Further supporting evidence for the translocation of plastic particles comes from drug delivery sciences, where polymeric carriers of pharmaceuticals have been dosed in mammalian test systems (Yee et al., 2021). The polymeric nanosized carriers are able to deliver drugs across the blood brain barrier (Han et al., 2018). The typical residence time of plastic particle in the bloodstream is at present unknown, as is the fate of these particles in the human body. From polymeric nanocarrier research, we expect the residence time to vary with particle chemistries, surface charges, shapes and sizes (Bertrand and Leroux, 2012Rabanel et al., 2012Rabanel et al., 2019Fullstone et al., 2015). In preclinical experiments in drug delivery it is known that a phenomenon termed accelerated blood clearance (Dams et al., 2000) acts to reduce residence time upon repeated (chronic) exposure to polymeric nanoparticles in the bloodstream.

The uptake routes of plastic particles detected in human bloodstream are likely to be via mucosal contact (either ingestion or inhalation). Dermal uptake of fine particles is unlikely except if the skin is damaged (Schneider et al., 2009). Airborne particles between 1 nm and 20 µm are considered respirable. Ultrafine (<0.1 µm) inhaled particles may become absorbed and accumulate in the lung, while most larger particles are expected to be coughed up and eventually swallowed, and have a second chance of absorption via the gut epithelium (Wright and Kelly, 2017).
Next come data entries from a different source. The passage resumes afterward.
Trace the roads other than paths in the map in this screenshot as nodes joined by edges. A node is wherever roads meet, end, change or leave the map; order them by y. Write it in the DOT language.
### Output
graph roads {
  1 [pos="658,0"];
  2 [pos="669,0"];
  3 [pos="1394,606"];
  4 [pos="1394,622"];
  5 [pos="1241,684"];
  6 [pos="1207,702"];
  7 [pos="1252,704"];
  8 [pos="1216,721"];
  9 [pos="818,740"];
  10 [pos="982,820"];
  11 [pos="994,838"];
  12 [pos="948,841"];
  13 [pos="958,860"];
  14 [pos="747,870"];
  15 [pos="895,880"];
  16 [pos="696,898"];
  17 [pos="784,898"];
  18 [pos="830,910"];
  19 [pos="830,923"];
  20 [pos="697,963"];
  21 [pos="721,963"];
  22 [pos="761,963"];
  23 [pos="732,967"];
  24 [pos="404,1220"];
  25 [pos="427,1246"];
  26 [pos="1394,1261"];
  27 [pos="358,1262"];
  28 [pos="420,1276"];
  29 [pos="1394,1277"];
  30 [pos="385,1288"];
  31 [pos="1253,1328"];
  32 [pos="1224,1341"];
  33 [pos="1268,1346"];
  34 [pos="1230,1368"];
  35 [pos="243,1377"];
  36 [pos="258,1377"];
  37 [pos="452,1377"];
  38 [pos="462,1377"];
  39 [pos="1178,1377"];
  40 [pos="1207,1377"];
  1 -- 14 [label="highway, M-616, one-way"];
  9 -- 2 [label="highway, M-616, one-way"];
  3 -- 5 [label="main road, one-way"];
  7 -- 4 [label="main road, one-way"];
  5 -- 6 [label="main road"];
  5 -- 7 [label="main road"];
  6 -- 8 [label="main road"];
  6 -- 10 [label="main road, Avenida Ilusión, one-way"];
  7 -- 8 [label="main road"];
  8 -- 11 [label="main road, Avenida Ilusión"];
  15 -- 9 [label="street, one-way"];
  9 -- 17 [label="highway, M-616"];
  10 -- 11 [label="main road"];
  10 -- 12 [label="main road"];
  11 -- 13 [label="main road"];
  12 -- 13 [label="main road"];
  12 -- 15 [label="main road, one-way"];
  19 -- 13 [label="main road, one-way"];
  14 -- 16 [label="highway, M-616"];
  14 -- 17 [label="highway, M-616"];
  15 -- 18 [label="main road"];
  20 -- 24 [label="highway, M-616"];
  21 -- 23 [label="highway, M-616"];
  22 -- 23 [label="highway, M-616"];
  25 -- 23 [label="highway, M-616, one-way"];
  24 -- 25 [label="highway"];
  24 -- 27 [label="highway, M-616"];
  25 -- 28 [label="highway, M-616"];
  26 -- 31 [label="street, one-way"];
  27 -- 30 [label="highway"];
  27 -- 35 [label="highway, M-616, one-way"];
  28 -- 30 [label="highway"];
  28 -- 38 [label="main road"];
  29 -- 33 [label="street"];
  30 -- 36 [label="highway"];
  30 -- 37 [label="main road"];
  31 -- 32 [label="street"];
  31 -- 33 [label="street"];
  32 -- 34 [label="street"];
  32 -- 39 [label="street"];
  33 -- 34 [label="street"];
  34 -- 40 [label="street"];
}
The plastic particle concentrations reported here are the sum of all potential exposure routes: sources in the living environment entering air, water and food, but also personal care products that might be ingested (e.g. PE in toothpaste, PET in lip gloss), dental polymers, fragments of polymeric implants, polymeric drug delivery nanoparticles (e.g. PMMA, PS), tattoo ink residues (e.g. acrylonitrile butadiene styrene particles).

4. Conclusion

The quality-controlled measurements of plastic particles as mass concentrations using Py- GC/MS in blood demonstrated in this study provide a unique dataset that supports the hypothesis that human exposure to plastic particles results in absorption of particles into the bloodstream. This indicates that at least some of the plastic particles humans come in contact with can be bioavailable and that the rate of elimination via e.g. the biliary tract, kidney or transfer to and deposition in organs is slower than the rate of absorption into the blood. HRA requires measured internal exposure data, and these must be empirically collected. Without such measured exposure data, no absorption models can be validated and no statements about risk or no risk can be made (Leslie and Depledge, 2020Vethaak and Legler, 2021). It remains to be determined whether plastic particles are present in the plasma or are carried by specific cell types (and to which extent such cells may be involved in translocating plastic particles across mucosa to the bloodstream). If plastic particles present in the bloodstream are indeed being carried by immune cells, the question also arises, can such exposures potentially affect immune regulation or the predisposition to diseases with an immunological base?